You can use the NetworkInterface.getNetworkInterfaces() method to retrieve an Enumeration of all of the network interfaces for your system.
For each of the NetworkInterface instances, you can then use the getInetAddresses() method to retrieve an Enumeration of all of the InetAddress instances associated with the network interface.
Finally, you can use the getHostAddress() method on each InetAddress instance to retrieve the IP address in textual form.
This is because you have a line in /etc/hosts like
127.0.0.1 localhost
you need to have
192.xxx.xxx.xxx localhost
Though please note that this would be very bad as to solve a code issue you should not modify linux config files. Not only is it not right (and risks breaking some other network aware apps on your linux box) it will also not work anywhere else (unless the admins of those boxes are also like minded).

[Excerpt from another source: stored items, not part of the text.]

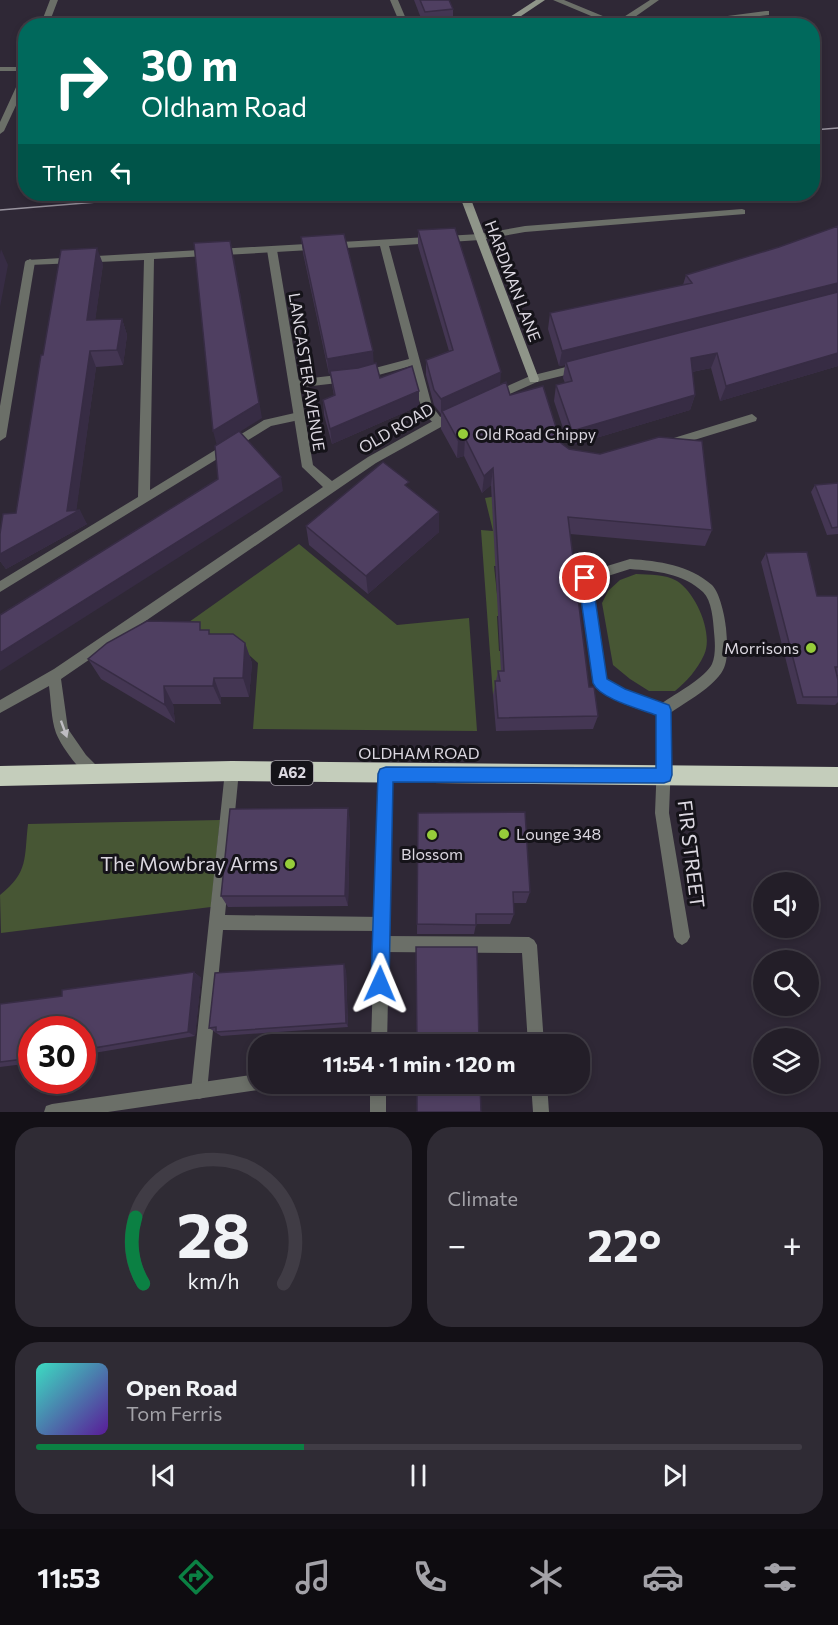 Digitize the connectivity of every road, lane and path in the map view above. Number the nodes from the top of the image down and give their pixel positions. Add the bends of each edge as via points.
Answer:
1 (54, 0) edge
2 (394, 0) edge
3 (541, 0) edge
4 (557, 0) edge
5 (656, 0) edge
6 (766, 13) dead end
7 (47, 18) edge
8 (402, 18) edge
9 (513, 18) edge
10 (603, 18) edge
11 (631, 18) edge
12 (723, 18) edge
13 (0, 69) edge
14 (18, 70) edge
15 (18, 89) edge
16 (0, 131) edge
17 (467, 201) edge
18 (742, 212) dead end
19 (480, 237) junction
20 (384, 243) junction
21 (272, 250) junction
22 (149, 256) junction
23 (415, 361) junction
24 (590, 365) edge
25 (294, 384) junction
26 (537, 384) junction
27 (482, 402) edge
28 (464, 411) edge
29 (2, 412) edge
30 (299, 416) junction
31 (753, 418) dead end
32 (439, 422) junction
33 (0, 437) edge
34 (652, 448) edge
35 (332, 488) junction
36 (144, 498) junction
37 (0, 587) edge
38 (54, 677) junction
39 (0, 707) edge
40 (663, 710) junction
41 (232, 771) junction
42 (94, 773) junction
43 (386, 774) junction
44 (664, 775) junction
45 (0, 776) edge
46 (838, 777) edge
47 (218, 922) junction
48 (382, 924) junction
49 (682, 937) dead end
50 (381, 944) junction
51 (379, 1034) edge
52 (535, 1034) edge
53 (248, 1084) edge
54 (199, 1091) junction
55 (378, 1094) edge
56 (540, 1094) edge
57 (52, 1112) edge
58 (378, 1112) edge
59 (542, 1112) edge

1 - 7 street
2 - 8 street
3 - 9 street
4 - 10 street
5 - 11 street
6 - 12 street
13 - 14 street
15 - 16 street
17 - 19 street, HARDMAN LANE
18 - 19 street via 525,229
19 - 20 street
19 - 26 street, HARDMAN LANE
20 - 21 street
20 - 23 street
21 - 22 street
21 - 25 street, LANCASTER AVENUE
22 - 29 street via 30,262
22 - 36 street
23 - 25 street via 359,377
23 - 32 street via 427,408
24 - 26 street
25 - 30 street, LANCASTER AVENUE
26 - 27 street
28 - 32 street, OLD ROAD
29 - 33 street
30 - 35 street, LANCASTER AVENUE via 308,466
30 - 36 street via 268,423
31 - 34 street
32 - 35 street, OLD ROAD via 394,446
35 - 38 street, OLD ROAD
36 - 37 street
38 - 39 street, OLD ROAD
38 -> 42 street via 62,730
40 - 40 street via 620,695 601,683 585,578 630,564 662,566 709,590 719,616 718,667 698,687
40 - 44 street, FIR STREET
41 - 42 highway, OLDHAM ROAD / A62
41 - 43 highway, OLDHAM ROAD / A62
41 - 47 street
42 - 45 highway, OLDHAM ROAD / A62
43 - 44 highway, OLDHAM ROAD / A62
43 - 48 street
44 - 46 highway, OLDHAM ROAD / A62
44 - 49 street, FIR STREET via 662,813
47 - 48 street
47 - 54 street
48 - 50 street
50 - 51 street
50 - 52 street via 529,945
53 - 54 street
54 - 57 street
55 - 58 street
56 - 59 street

javadoc for InetAddress.getLocalHost(); read "....an InetAddress representing the loopback address is returned." so it appears that the implementation of getLocalHost() is incorrect
on your UNIX and WIN boxes. The loopback address is nearly allways 127.0.0.1
Found this comment
"A host may have several IP addresses and other hosts may have to use different addresses to reach it. E.g. hosts on the intranet may have to use 192.168.0.100, but external machines may have to use 65.123.66.124. If you have a socket connection to another host you can call
Socket.getLocalAddress() to find out which local address is used for the socket."